*** Begin section ***

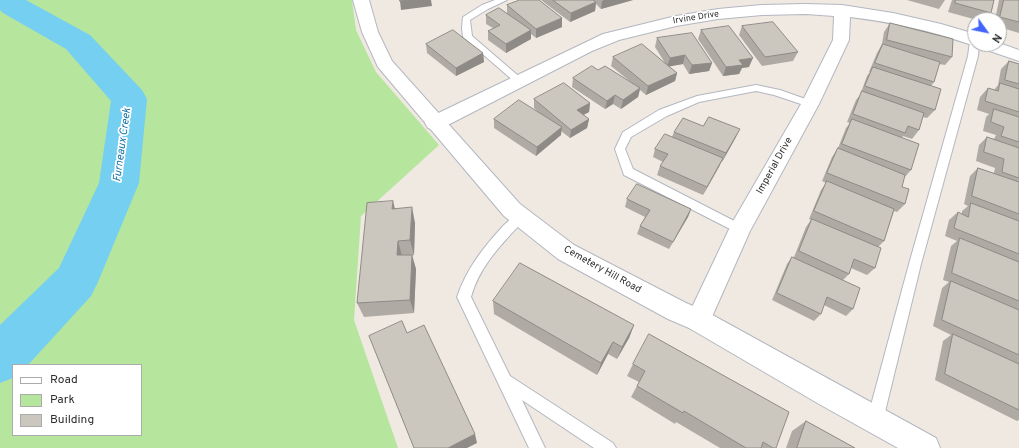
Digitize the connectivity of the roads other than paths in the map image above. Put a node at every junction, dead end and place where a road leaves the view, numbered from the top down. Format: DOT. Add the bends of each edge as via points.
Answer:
graph roads {
  1 [pos="361,0"];
  2 [pos="503,0"];
  3 [pos="842,10"];
  4 [pos="967,37"];
  5 [pos="974,52"];
  6 [pos="1007,52"];
  7 [pos="1019,56"];
  8 [pos="519,81"];
  9 [pos="810,104"];
  10 [pos="435,123"];
  11 [pos="520,217"];
  12 [pos="740,229"];
  13 [pos="698,320"];
  14 [pos="504,381"];
  15 [pos="875,420"];
  16 [pos="537,448"];
  17 [pos="608,448"];
  18 [pos="926,448"];
  1 -- 10 [label="street, Cemetery Hill Road" via="370,32 384,63"];
  2 -- 8 [label="lane" via="466,19 466,28 468,37"];
  3 -- 4 [label="street, Irvine Drive" via="901,19"];
  3 -- 8 [label="street, Irvine Drive" via="762,10 692,17 657,24 601,41"];
  3 -- 9 [label="street, Imperial Drive" via="841,40"];
  5 -- 15 [label="lane"];
  6 -- 7 [label="street"];
  8 -- 10 [label="street, Irvine Drive"];
  9 -- 12 [label="street, Imperial Drive"];
  9 -- 12 [label="lane" via="756,88 697,99 663,113 627,135 620,149 628,172"];
  10 -- 11 [label="street, Cemetery Hill Road"];
  11 -- 13 [label="street, Cemetery Hill Road" via="566,252"];
  11 -- 14 [label="lane" via="479,261 468,282 464,297"];
  12 -- 13 [label="street, Imperial Drive"];
  13 -- 15 [label="street, Cemetery Hill Road"];
  14 -- 16 [label="lane"];
  14 -- 17 [label="lane"];
  15 -- 18 [label="street, Cemetery Hill Road"];
}
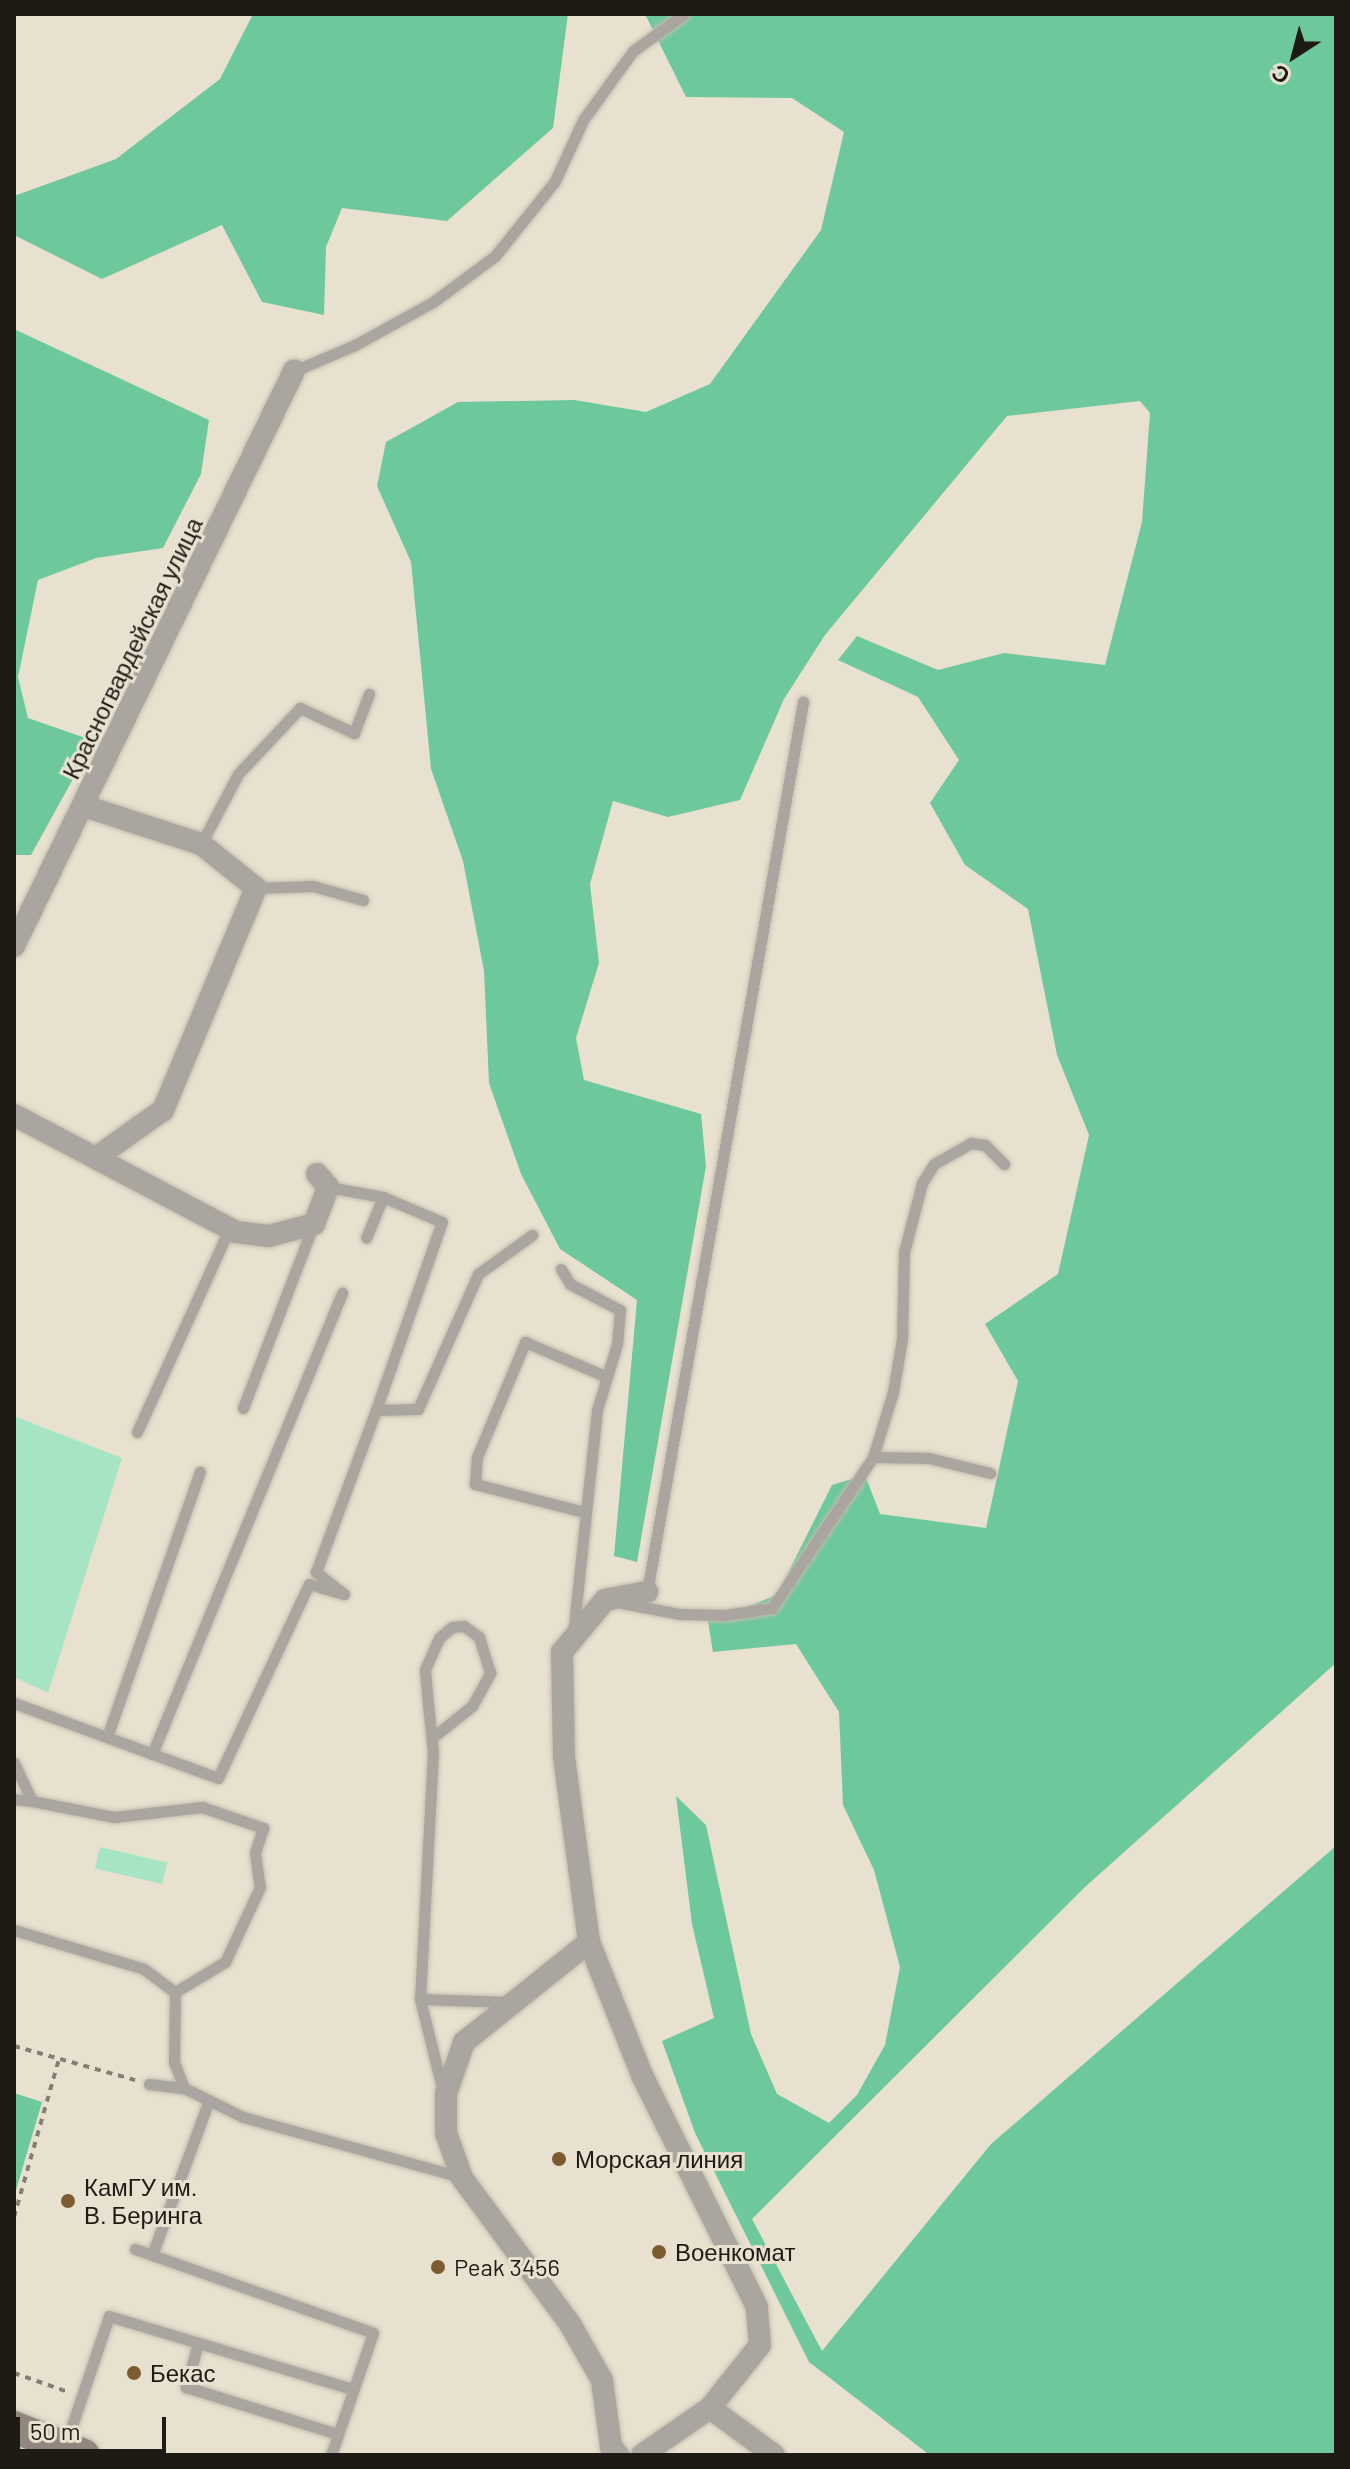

*** End section ***

### Problem to work on:
Write out all the material above exactly, with no image carried over.

### Response to the exercise:
Digitize the connectivity of the roads other than paths in the map image above. Put a node at every junction, dead end and place where a road leaves the view, numbered from the top down. Format: DOT. Add the bends of each edge as via points.
Answer:
graph roads {
  1 [pos="361,0"];
  2 [pos="503,0"];
  3 [pos="842,10"];
  4 [pos="967,37"];
  5 [pos="974,52"];
  6 [pos="1007,52"];
  7 [pos="1019,56"];
  8 [pos="519,81"];
  9 [pos="810,104"];
  10 [pos="435,123"];
  11 [pos="520,217"];
  12 [pos="740,229"];
  13 [pos="698,320"];
  14 [pos="504,381"];
  15 [pos="875,420"];
  16 [pos="537,448"];
  17 [pos="608,448"];
  18 [pos="926,448"];
  1 -- 10 [label="street, Cemetery Hill Road" via="370,32 384,63"];
  2 -- 8 [label="lane" via="466,19 466,28 468,37"];
  3 -- 4 [label="street, Irvine Drive" via="901,19"];
  3 -- 8 [label="street, Irvine Drive" via="762,10 692,17 657,24 601,41"];
  3 -- 9 [label="street, Imperial Drive" via="841,40"];
  5 -- 15 [label="lane"];
  6 -- 7 [label="street"];
  8 -- 10 [label="street, Irvine Drive"];
  9 -- 12 [label="street, Imperial Drive"];
  9 -- 12 [label="lane" via="756,88 697,99 663,113 627,135 620,149 628,172"];
  10 -- 11 [label="street, Cemetery Hill Road"];
  11 -- 13 [label="street, Cemetery Hill Road" via="566,252"];
  11 -- 14 [label="lane" via="479,261 468,282 464,297"];
  12 -- 13 [label="street, Imperial Drive"];
  13 -- 15 [label="street, Cemetery Hill Road"];
  14 -- 16 [label="lane"];
  14 -- 17 [label="lane"];
  15 -- 18 [label="street, Cemetery Hill Road"];
}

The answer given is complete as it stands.